The torment in her eyes felt worse than taking a saber thrust from von Scheeling. “I'm glad you didn't have to,” he replied carefully, then held his breath as he waited for her to respond, perhaps to accuse.
Instead she flung herself into his arms and held onto him in desperation. “I love you so much, I'd do anything for you...anything at all.”
Nicholas stroked her hair, burying his face in the soft fragrant curls. “Hush, don't cry, beloved, please,” he crooned.
Mercedes forced herself to calm down, then scrubbed at her eyes. “I must look a fright,” she said over brightly. “It's only the baby that causes these mood swings, or so the other ladies have assured me. It will soon pass, just as the morning indisposition will.”
“You're utterly beautiful to me and always will be. I love you more than life,” he said quietly, willing her to believe him. And to forgive him.
But he could never ask it, nor would he ever speak a word of what had silently passed between them.
* * * *
After dinner that evening, when the ladies had excused themselves, Don Encarnación led the gentlemen into his study for fine aged port and Cuban cigars. All the men avoided mentioning the bloody and highly irregular duel they had witnessed that morning. Most were incensed with von Scheeling's slurs against their honor as criollos, but that one of their own should respond so viciously and kill him with such chilling dispatch made them distinctly uneasy. Conversation as always turned to politics.
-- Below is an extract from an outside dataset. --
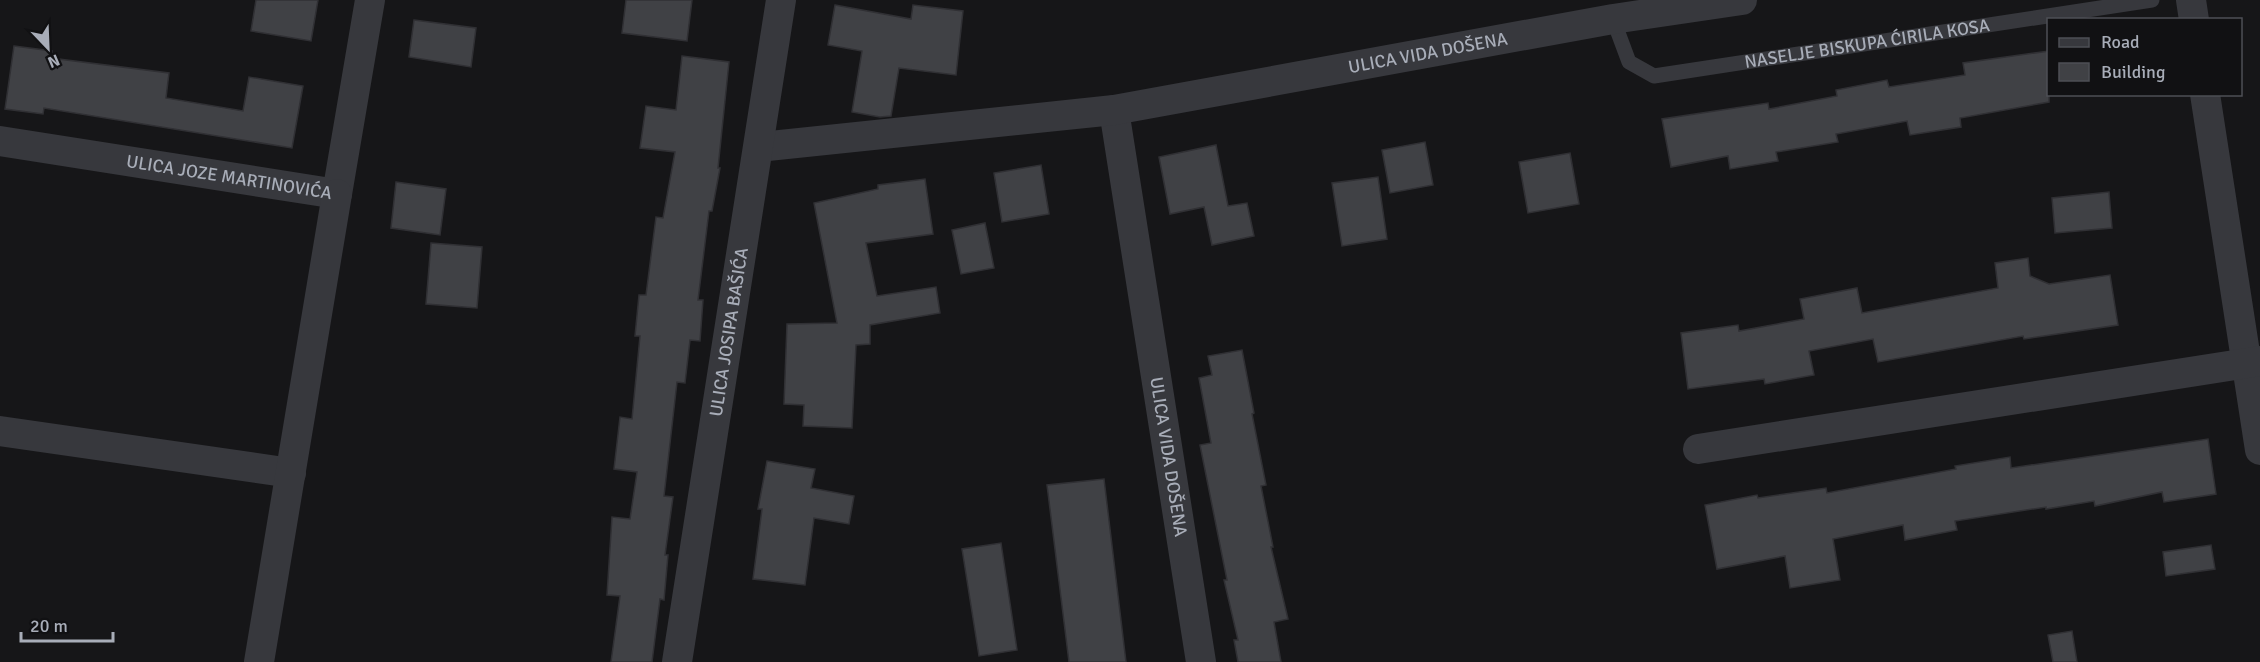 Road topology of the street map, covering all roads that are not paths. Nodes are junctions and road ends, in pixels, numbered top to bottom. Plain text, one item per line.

“I've heard the republican rabble plan to attack Hermosillo,” Patrico said, nervously puffing on his cigar.
“What is Bazaine going to do about it?” Doroteo interjected, directing his question to the prince.
Felix du Sa
lm took his time swallowing Vargas’ excellent port while framing his reply. His expression was bland, impossible to read. “It is difficult to say, gentlemen. As I'm sure you know, the general has not been given the additional reinforcements from Napoleon which he requested.”
“Hah,” Hernan Ruiz snorted in disgust. “The French perimeter contracts even as we speak. Soon they will be walled up inside Mexico City. All the outlying areas will be on their own.”
“It was always Emperor Maximilian's plan that his imperial forces would take over when the French withdrew. One reason I am touring in the north is to gain firsthand information for the emperor as to how best to facilitate the military transition from French to Mexican hands.”
“Then it is true that Napoleon the Third has ordered Bazaine home?” Encarnación asked shrewdly, reading between the lines of the prince's comments.
“It has been expected, although not for some months, perhaps another year or more,” Salm-Salm said carefully. “French presence in Mexico was merely to facilitate setting up Mexican imperial authority.”
“It seems to me the question is are you ready to assume that authority?” Nicholas asked, placing his comrade at arms in a difficult position. He needed to gauge the reaction of the hacendados to the prince's reply.
Salm-Salm's expression was grave now. “I will not deceive you with glowing reports of thousands of crack troops ready to patrol the length and breadth of a land that stretches thousands of miles north to south. We do have the core of a fine army composed of loyal Mexicans combined with Austrian and Belgian volunteers sent by their majesties' families. But we need the support of men such as you—landholders with noble lineage willing to offer their swords and their wealth to sustain the monarchy.”
“Many of us have already sacrificed greatly on both counts to benefit the emperor,” Ruiz replied stiffly. His crippled arm hung limply at his side in silent testimony to his words.